The Sutton Weaver Swing Bridge is situated on the A56 between the village of Sutton Weaver and the town of Frodsham. The present bridge was constructed in 1926 and is a vital transport link across the River Weaver. The 90-year-old structure which carries an estimated 20,000 vehicles per day has been granted the go ahead for £4.5m upgrade. Cheshire West And Chester Council (CWAC) is expected to pay the £3.5m with British Waterways to foot the remaining £1m. Work is estimated to take 10 months. It will remain open to pedestrians but the road will reduce to a single lane controlled by traffic lights.

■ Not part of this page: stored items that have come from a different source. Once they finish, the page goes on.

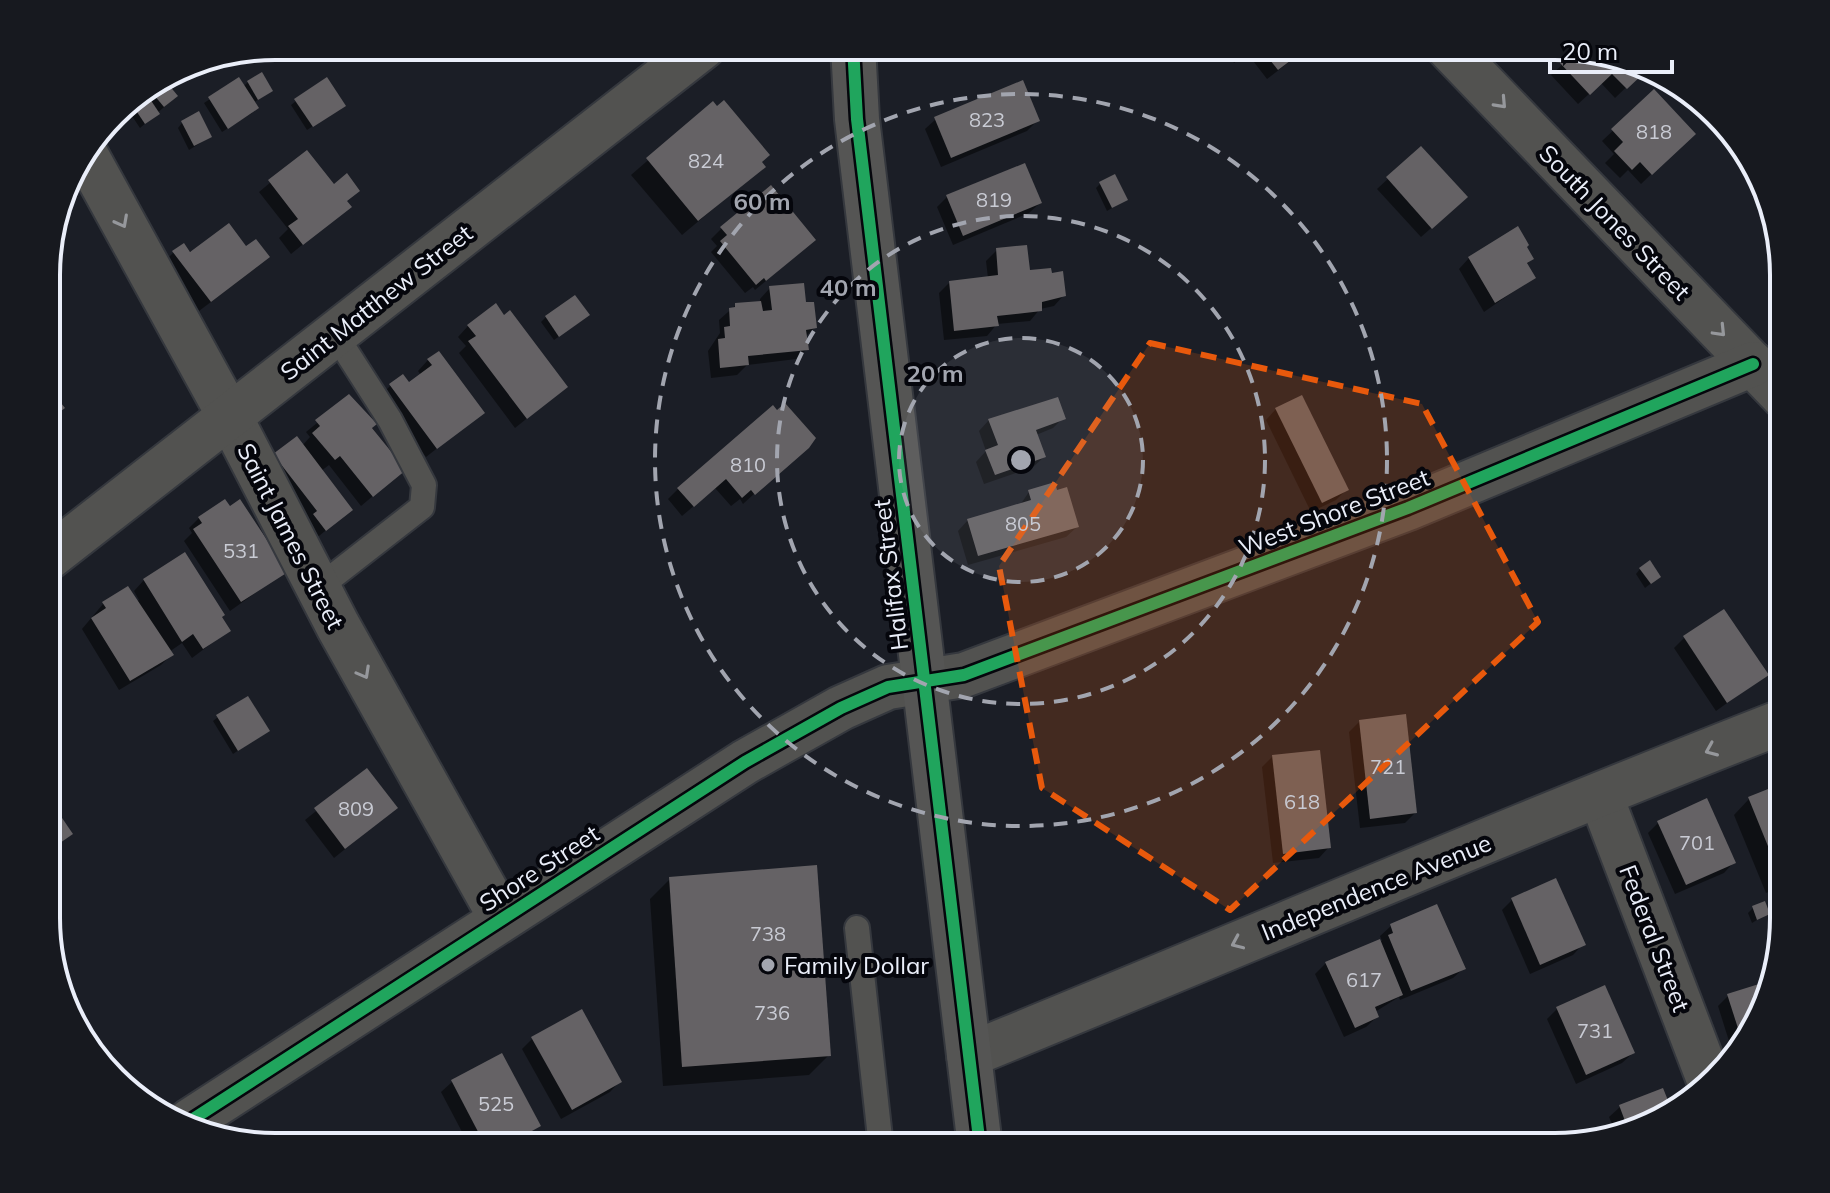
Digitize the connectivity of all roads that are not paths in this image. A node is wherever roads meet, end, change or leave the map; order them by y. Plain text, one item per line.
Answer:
1 (686, 60) edge
2 (854, 60) edge
3 (1460, 60) edge
4 (91, 164) edge
5 (335, 334) junction
6 (1753, 364) junction
7 (1770, 382) edge
8 (230, 417) junction
9 (60, 549) edge
10 (318, 588) junction
11 (925, 681) junction
12 (1770, 727) edge
13 (1601, 797) junction
14 (501, 918) junction
15 (857, 928) dead end
16 (969, 1055) junction
17 (1706, 1071) edge
18 (195, 1118) edge
19 (879, 1133) edge
20 (978, 1133) edge

1 - 5 street, Saint Matthew Street
2 - 11 main road, Halifax Street
3 -> 6 street, South Jones Street
4 -> 8 street, Saint James Street
5 - 8 street, Saint Matthew Street
5 - 10 lane
6 - 7 street, South Jones Street
6 - 11 street, West Shore Street
8 - 9 street, Saint Matthew Street
8 - 10 street, Saint James Street
10 -> 14 street, Saint James Street
11 - 14 street, Shore Street
11 - 16 main road, Halifax Street
12 -> 13 street, Independence Avenue
13 -> 16 street, Independence Avenue
13 - 17 street, Federal Street
14 - 18 street, Shore Street
15 - 19 lane
16 - 20 main road, Halifax Street

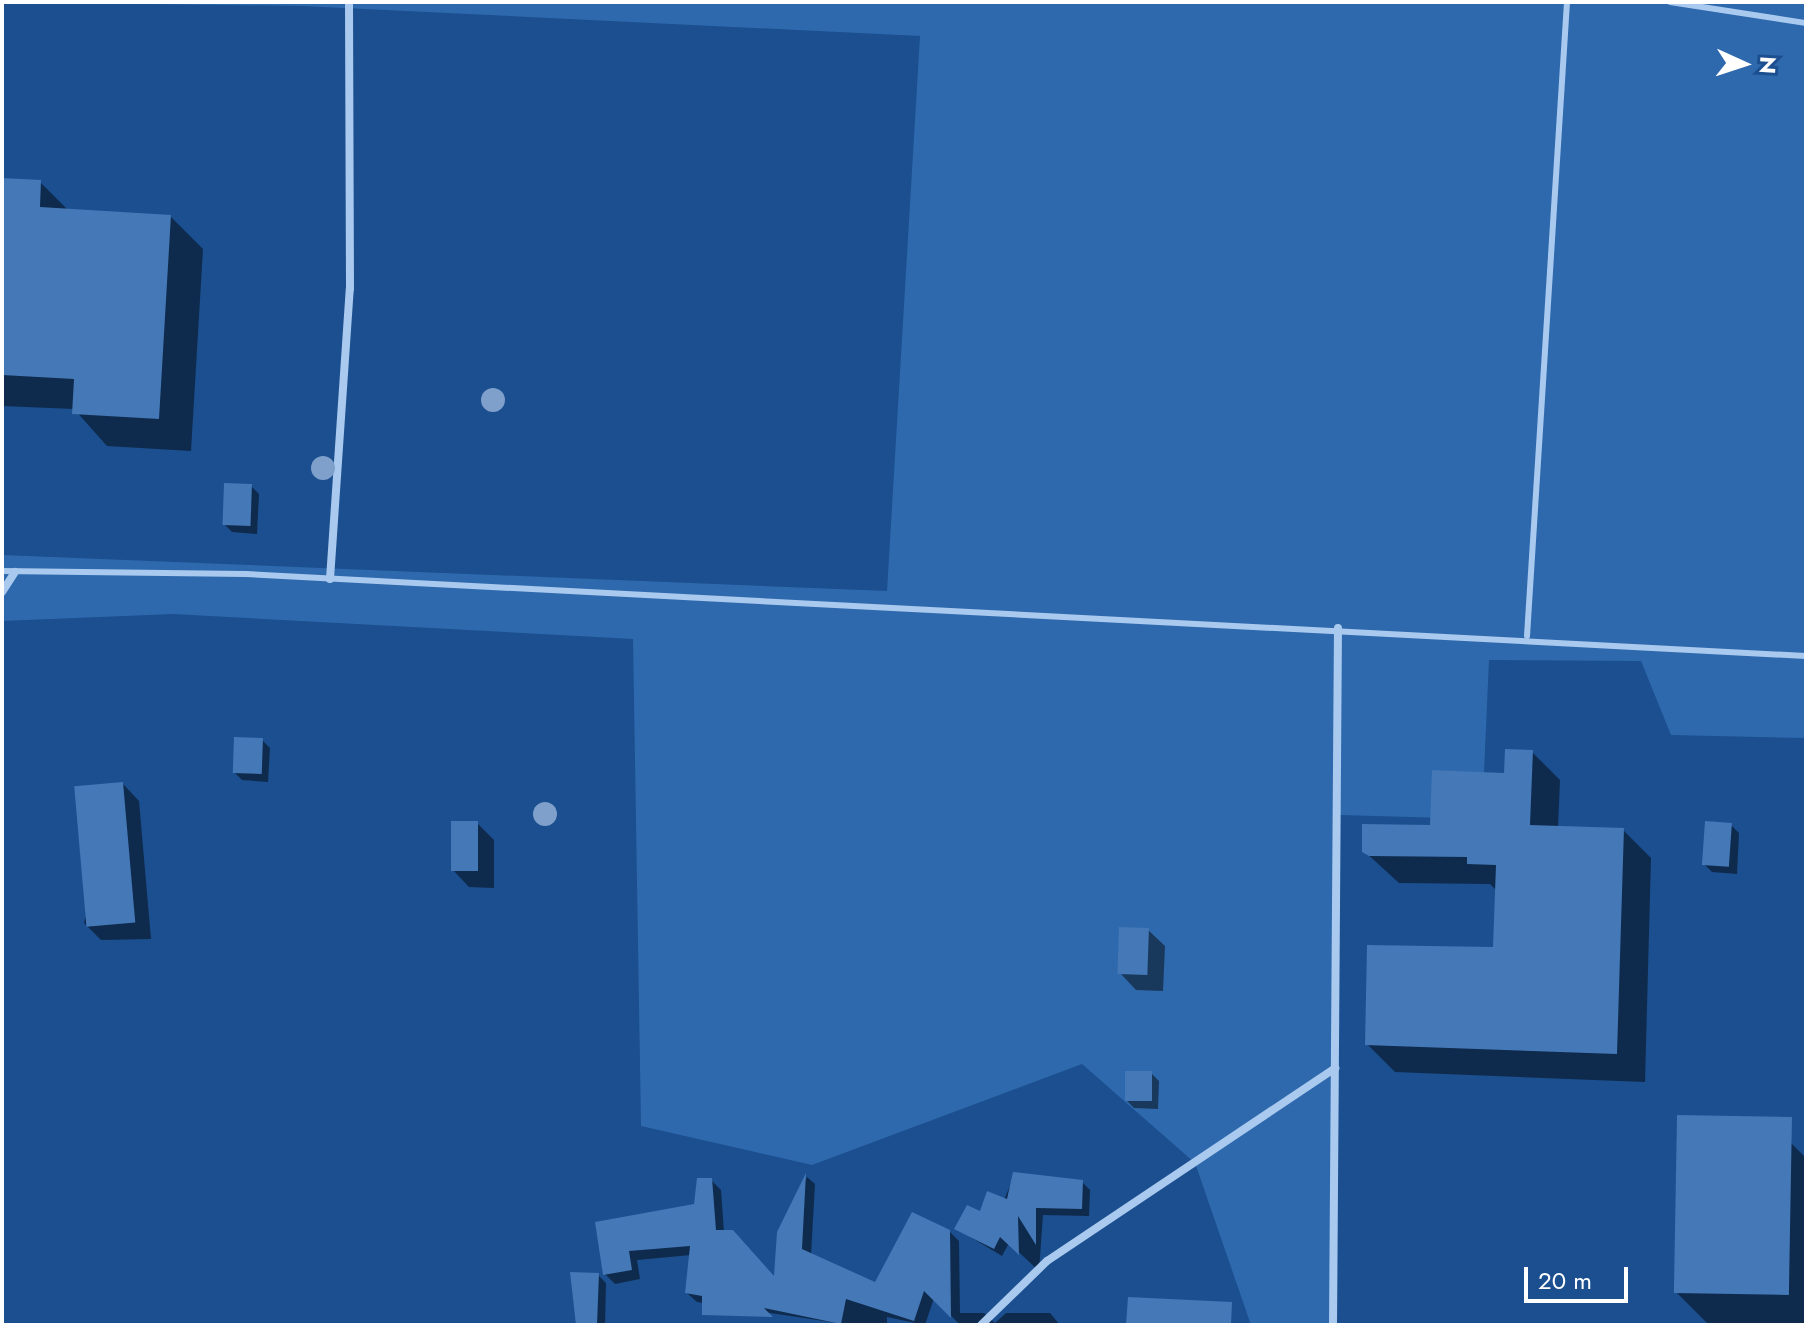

Although it used to have its own railway station which opened on 1 April 1869 and was situated on the east side of Station Road near to the railway bridge. The station closed to passengers in 1931 and completely closed in 1942. The nearest train station to Sutton Weaver is Runcorn East railway station, which is located 2.1 miles North-East.

==Housing==
Sutton Weaver's Office for National Statistics Urban/Rural Category has been described as a hamlet or isolated settlement in inhabited countryside. The typical type of housing for the area is detached and semi-detached, with a few flats. There are a total of 206 households, of which 84 households are owned outright. The average asking price for a property being £329,483 and the average rent for the area standing at £1,950 per calendar month.

==Listed buildings==
Sutton Weaver only has one Grade I listed building: Sutton Hall is to the south of the village (grid reference SJ544790). The hall dates from the late 15th century or the early 16th century, and it was extended in the late 17th century and in the early 19th century. It is built in brown brick in two storeys with attics. Internally there are two superimposed great halls which are a "feature of unique interest". The associated barn and shippon, which date from the late 17th century, are listed Grade II. Also listed Grade II is a circular feeding trough in the farmyard dating from the 19th century which is made from a single stone and measures almost 2 metres across and 1 metre high. The hall is now a farmhouse, and the barn has been converted for residential use.

==Geography==
The village is situated 165.3 mi from the centre of London, and 12.2 mi from the county town of Chester. The closest settlement include Brookvale, Preston Brook and Frodsham. Other local villages include Halton, Norton and Dutton. Sutton Weaver is 50 m above sea level.

Sutton Weaver generally has quite a temperate climate, due to its proximity to the west coast and the Irish Sea. The mean average temperature in the years 1971 to 2000 was 9.8 to 10.1 °C, which was above the average of 8.8 to 9.3 °C for the United Kingdom.